**GOAL OF THE EXERCISE**
Pick out each line of the records in which the word "than" appears.

Segment Start: SOURCE DATA

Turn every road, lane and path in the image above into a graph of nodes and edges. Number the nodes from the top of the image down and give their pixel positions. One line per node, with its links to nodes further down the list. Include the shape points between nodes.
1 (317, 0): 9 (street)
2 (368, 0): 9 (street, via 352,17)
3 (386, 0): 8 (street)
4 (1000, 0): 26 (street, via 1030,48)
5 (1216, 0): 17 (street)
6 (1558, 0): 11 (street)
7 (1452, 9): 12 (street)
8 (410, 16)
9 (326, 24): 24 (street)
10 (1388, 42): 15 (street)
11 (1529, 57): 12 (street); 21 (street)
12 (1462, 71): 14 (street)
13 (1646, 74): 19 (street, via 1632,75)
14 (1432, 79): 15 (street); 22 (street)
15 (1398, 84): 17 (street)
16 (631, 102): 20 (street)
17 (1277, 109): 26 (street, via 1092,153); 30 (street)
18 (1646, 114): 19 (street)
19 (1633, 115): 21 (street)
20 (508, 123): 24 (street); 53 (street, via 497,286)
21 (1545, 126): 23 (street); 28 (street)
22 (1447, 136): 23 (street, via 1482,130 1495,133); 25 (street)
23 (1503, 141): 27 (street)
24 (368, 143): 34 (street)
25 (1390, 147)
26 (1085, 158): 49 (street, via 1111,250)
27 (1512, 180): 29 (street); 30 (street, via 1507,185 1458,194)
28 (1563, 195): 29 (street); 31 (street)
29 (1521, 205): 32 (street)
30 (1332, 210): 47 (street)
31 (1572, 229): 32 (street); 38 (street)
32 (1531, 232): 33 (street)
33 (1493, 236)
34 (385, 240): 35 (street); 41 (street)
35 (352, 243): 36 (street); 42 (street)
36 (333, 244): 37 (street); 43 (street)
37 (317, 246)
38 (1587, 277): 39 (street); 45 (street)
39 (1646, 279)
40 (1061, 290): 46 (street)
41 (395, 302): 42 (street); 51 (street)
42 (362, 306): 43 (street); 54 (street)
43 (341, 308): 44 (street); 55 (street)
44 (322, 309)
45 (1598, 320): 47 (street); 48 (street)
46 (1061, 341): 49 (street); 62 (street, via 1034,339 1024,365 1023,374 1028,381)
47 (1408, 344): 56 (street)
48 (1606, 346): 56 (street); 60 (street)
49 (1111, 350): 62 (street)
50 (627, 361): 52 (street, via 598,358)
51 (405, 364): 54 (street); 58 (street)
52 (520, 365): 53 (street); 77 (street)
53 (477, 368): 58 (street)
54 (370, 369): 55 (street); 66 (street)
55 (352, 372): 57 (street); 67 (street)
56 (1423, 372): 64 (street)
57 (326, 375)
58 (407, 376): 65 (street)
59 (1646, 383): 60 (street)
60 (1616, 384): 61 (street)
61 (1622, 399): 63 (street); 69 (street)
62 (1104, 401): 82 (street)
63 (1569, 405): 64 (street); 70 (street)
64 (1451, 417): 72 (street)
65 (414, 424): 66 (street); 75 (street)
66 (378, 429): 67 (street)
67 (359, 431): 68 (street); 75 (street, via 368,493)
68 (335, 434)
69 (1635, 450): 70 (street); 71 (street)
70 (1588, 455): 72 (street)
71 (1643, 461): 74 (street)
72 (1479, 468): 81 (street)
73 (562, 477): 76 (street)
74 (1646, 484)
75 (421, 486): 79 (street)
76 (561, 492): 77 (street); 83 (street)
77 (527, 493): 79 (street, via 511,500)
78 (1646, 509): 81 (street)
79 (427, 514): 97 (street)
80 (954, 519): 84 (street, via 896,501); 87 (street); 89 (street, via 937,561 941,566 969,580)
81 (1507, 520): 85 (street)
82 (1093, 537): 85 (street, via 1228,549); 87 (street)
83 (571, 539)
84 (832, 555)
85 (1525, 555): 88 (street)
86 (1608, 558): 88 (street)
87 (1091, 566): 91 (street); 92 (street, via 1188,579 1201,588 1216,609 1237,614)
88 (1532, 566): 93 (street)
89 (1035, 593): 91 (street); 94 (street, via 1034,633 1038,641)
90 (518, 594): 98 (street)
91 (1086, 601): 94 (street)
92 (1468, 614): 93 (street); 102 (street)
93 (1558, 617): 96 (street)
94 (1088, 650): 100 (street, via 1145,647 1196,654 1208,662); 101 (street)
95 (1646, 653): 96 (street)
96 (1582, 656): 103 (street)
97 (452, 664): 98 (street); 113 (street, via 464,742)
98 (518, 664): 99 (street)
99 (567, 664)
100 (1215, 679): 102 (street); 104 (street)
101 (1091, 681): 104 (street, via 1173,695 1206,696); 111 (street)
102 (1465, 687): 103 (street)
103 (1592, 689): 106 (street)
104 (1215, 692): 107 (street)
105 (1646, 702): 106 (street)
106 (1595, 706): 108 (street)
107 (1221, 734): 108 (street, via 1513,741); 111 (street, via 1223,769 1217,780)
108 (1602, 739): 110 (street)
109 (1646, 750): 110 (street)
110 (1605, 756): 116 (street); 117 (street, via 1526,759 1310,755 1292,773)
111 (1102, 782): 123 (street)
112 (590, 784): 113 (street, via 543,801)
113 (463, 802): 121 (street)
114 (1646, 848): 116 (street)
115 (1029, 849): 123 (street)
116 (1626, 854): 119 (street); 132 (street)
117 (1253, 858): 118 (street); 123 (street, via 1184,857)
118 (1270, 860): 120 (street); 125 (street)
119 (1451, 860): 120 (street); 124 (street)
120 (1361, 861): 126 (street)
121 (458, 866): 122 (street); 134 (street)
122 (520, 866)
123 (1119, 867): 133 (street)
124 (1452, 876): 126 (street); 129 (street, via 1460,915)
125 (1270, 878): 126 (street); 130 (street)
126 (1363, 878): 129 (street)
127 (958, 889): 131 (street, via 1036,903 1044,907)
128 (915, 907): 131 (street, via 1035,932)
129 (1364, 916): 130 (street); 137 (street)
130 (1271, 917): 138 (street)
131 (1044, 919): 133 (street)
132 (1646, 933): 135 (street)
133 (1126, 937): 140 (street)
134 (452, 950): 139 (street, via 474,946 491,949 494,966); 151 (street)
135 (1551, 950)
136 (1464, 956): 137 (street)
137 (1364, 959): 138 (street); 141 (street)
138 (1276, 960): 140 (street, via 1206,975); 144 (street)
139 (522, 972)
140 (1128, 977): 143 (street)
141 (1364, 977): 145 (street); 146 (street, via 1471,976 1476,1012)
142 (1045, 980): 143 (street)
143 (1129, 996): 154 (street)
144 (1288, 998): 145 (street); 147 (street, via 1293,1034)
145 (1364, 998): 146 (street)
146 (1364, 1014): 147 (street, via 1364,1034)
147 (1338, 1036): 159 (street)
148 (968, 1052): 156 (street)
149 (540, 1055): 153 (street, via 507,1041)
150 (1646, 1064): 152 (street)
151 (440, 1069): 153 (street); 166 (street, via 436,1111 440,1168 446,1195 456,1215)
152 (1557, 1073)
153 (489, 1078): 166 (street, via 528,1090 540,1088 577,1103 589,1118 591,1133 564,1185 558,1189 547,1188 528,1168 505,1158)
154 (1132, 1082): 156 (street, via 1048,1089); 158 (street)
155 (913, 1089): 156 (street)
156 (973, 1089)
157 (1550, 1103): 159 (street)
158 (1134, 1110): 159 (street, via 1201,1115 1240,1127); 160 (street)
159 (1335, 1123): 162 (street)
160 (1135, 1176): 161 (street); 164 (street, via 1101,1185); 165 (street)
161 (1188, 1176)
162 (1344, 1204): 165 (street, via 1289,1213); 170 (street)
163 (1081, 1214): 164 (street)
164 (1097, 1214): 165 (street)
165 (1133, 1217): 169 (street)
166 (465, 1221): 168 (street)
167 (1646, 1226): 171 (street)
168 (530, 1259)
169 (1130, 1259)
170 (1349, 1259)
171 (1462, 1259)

Segment End: SOURCE DATA
Segment Start: SOURCE DATA

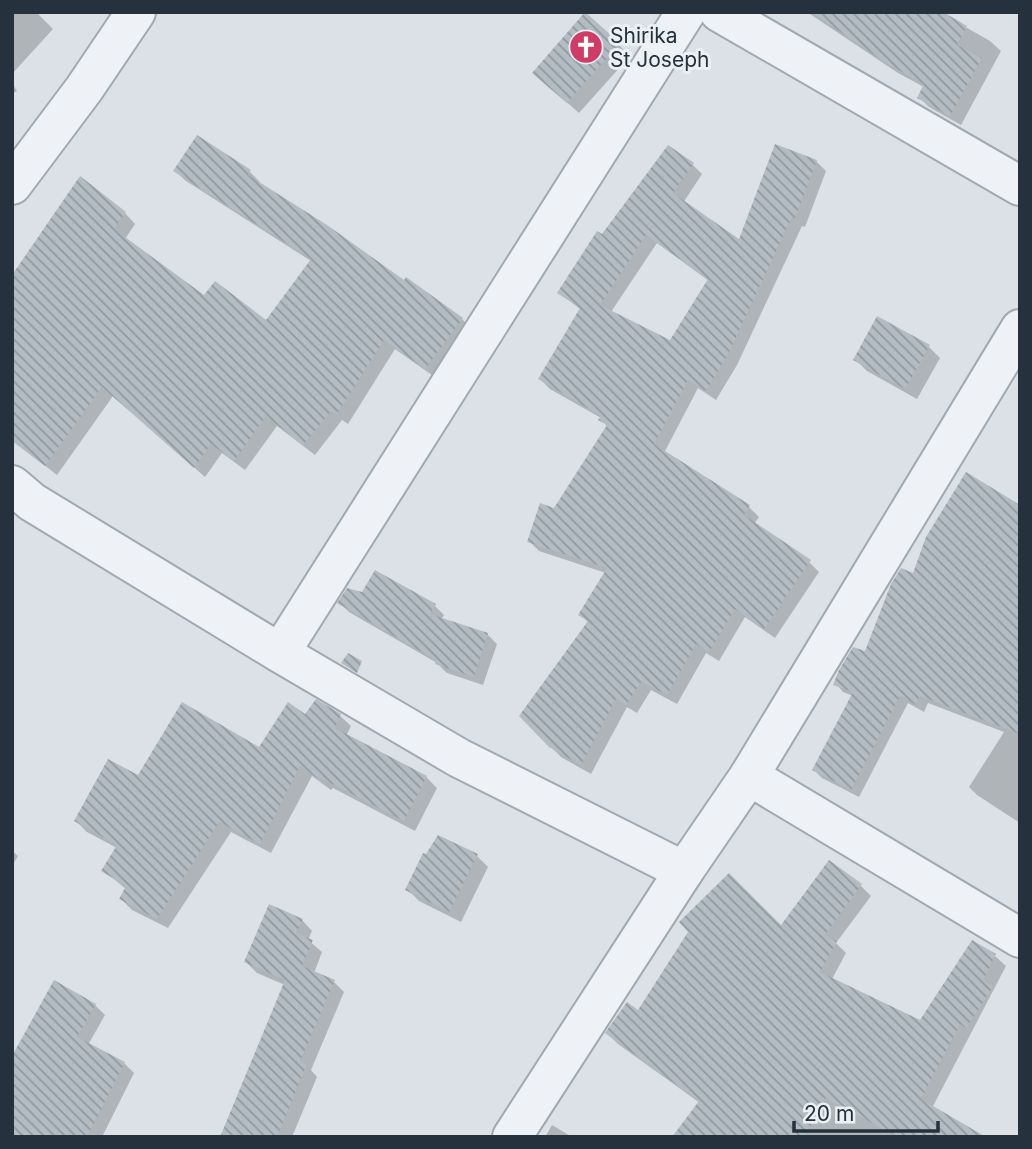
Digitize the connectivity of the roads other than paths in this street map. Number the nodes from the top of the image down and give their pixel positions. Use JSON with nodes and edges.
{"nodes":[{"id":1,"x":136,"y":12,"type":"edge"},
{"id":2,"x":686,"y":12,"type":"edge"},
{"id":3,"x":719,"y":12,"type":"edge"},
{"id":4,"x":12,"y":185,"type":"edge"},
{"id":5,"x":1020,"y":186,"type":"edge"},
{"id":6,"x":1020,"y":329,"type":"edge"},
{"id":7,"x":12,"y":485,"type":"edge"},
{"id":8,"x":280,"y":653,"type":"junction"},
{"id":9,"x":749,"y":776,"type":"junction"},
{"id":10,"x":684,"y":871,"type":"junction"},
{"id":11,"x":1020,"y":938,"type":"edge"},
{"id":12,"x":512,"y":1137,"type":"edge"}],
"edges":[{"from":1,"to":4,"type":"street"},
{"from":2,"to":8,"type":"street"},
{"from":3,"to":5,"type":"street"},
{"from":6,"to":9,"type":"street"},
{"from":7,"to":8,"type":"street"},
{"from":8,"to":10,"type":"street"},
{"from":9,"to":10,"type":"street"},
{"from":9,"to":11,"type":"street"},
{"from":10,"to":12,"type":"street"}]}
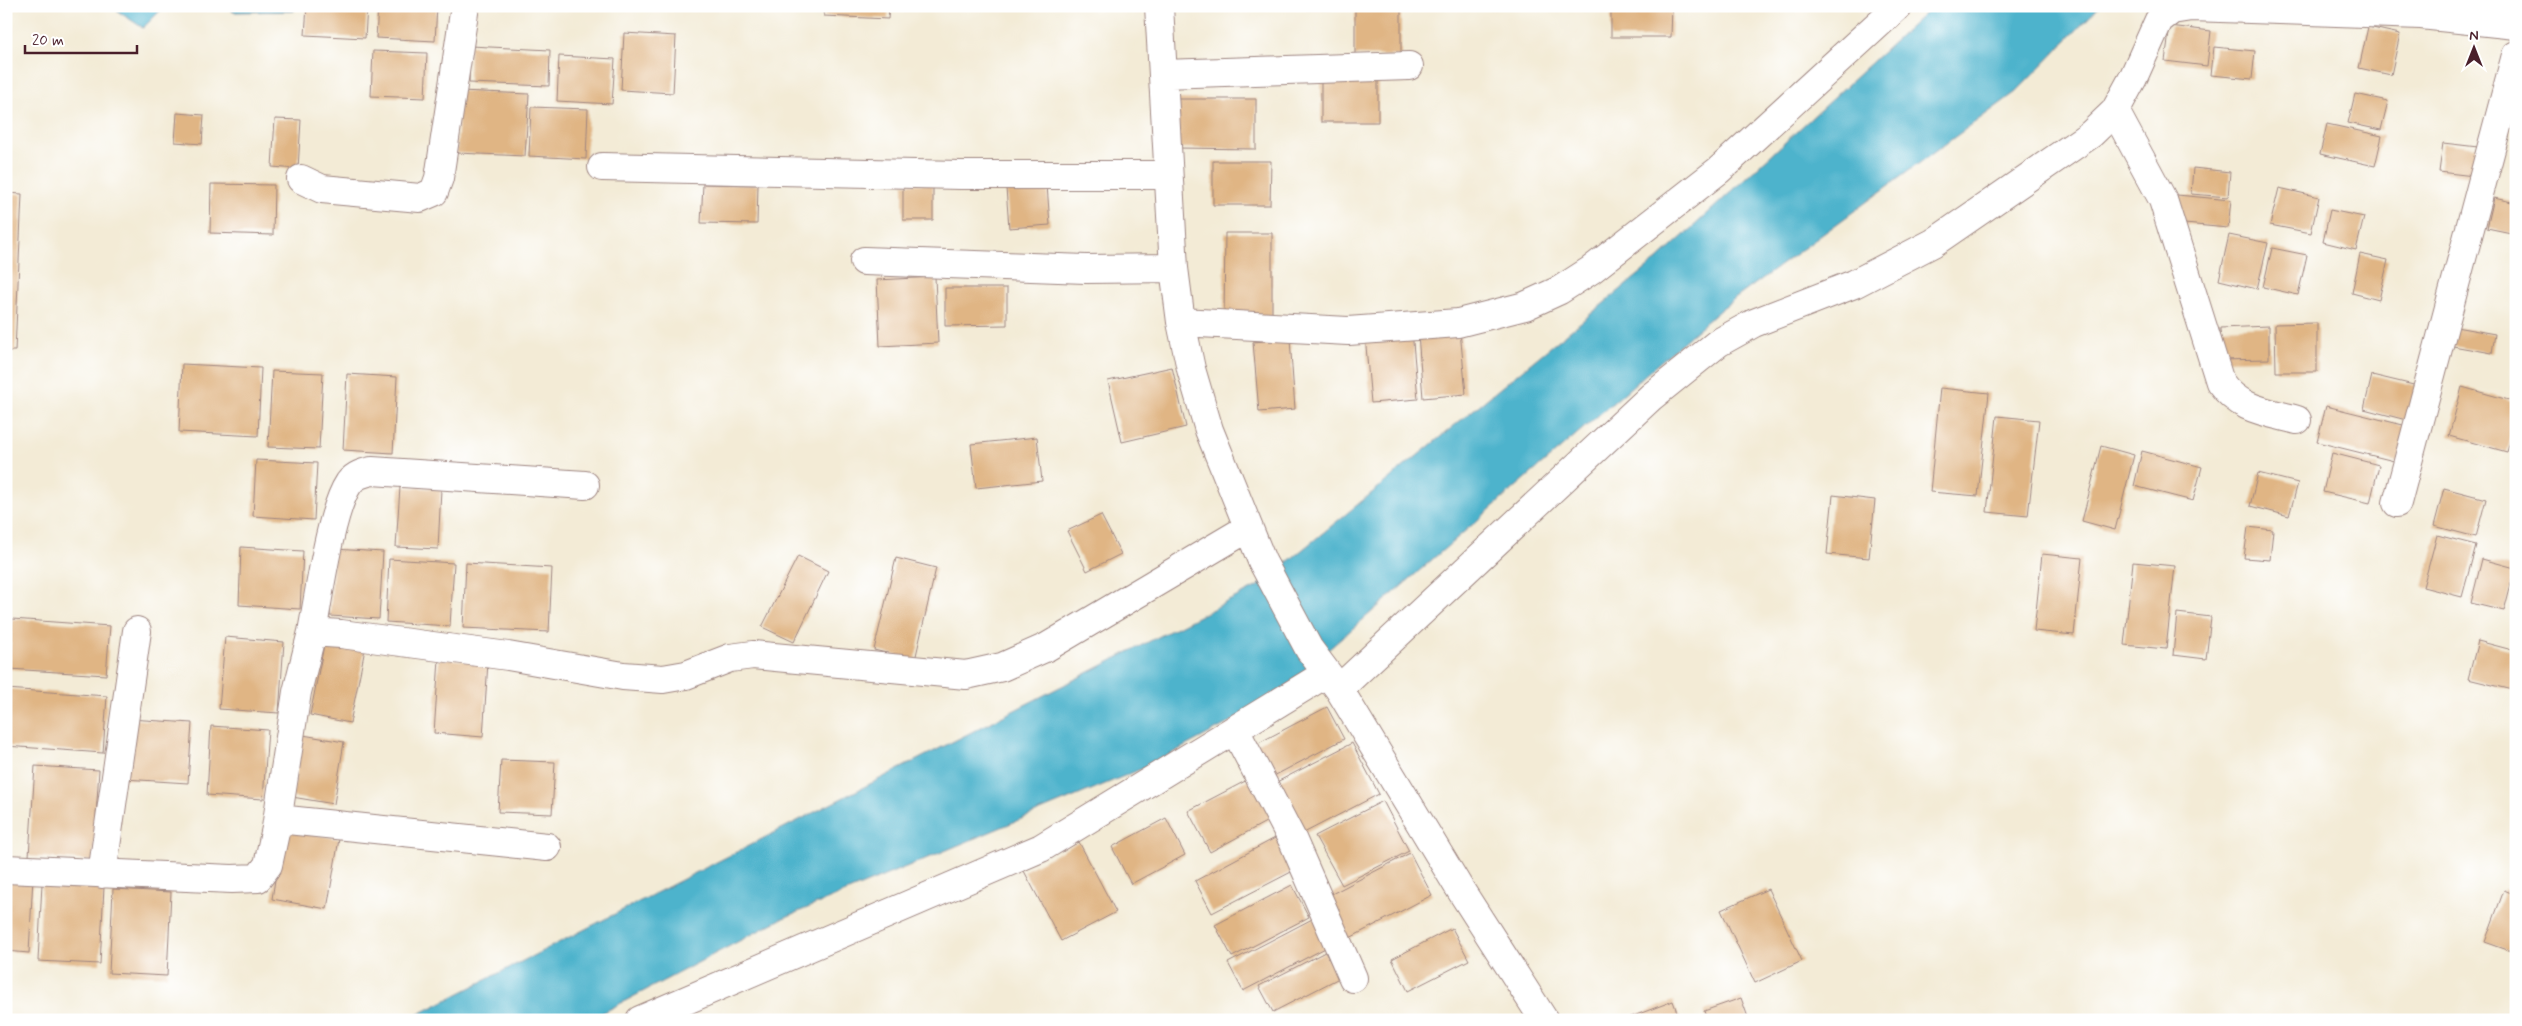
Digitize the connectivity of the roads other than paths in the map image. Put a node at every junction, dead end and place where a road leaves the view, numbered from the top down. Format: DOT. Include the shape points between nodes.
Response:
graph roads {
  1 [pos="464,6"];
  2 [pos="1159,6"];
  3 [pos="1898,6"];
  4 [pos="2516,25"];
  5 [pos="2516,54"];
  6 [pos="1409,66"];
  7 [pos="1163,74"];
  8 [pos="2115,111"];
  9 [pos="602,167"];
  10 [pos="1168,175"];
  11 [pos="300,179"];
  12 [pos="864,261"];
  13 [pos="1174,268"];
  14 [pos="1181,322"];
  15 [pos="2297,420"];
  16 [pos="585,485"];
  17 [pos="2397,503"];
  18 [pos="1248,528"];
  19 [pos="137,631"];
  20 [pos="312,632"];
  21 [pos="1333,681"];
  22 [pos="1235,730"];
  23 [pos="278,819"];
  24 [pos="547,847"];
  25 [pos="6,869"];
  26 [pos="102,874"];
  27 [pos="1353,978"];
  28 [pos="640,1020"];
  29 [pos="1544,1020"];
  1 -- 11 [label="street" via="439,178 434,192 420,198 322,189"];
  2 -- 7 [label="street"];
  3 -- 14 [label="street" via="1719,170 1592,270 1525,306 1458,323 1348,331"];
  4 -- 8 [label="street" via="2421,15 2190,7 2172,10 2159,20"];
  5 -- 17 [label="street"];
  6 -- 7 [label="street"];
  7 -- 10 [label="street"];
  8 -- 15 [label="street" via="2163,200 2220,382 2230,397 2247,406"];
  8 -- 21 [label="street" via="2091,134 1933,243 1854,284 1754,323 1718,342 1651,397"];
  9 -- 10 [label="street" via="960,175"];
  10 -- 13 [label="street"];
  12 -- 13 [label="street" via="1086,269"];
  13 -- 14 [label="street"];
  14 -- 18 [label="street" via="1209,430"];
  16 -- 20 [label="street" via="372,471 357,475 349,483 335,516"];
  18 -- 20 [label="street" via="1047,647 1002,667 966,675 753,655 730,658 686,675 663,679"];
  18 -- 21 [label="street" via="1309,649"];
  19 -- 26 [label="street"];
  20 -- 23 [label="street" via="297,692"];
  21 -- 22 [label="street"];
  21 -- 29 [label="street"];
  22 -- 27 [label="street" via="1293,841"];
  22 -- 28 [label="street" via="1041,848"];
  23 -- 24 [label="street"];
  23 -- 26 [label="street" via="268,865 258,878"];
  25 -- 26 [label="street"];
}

Segment End: SOURCE DATA

**EXERCISE OUTPUT**
Digitize the connectivity of the roads other than paths in this street map. Number the nodes from the top of the image down and give their pixel positions. Use JSON with nodes and edges.
Digitize the connectivity of the roads other than paths in the map image. Put a node at every junction, dead end and place where a road leaves the view, numbered from the top down. Format: DOT. Include the shape points between nodes.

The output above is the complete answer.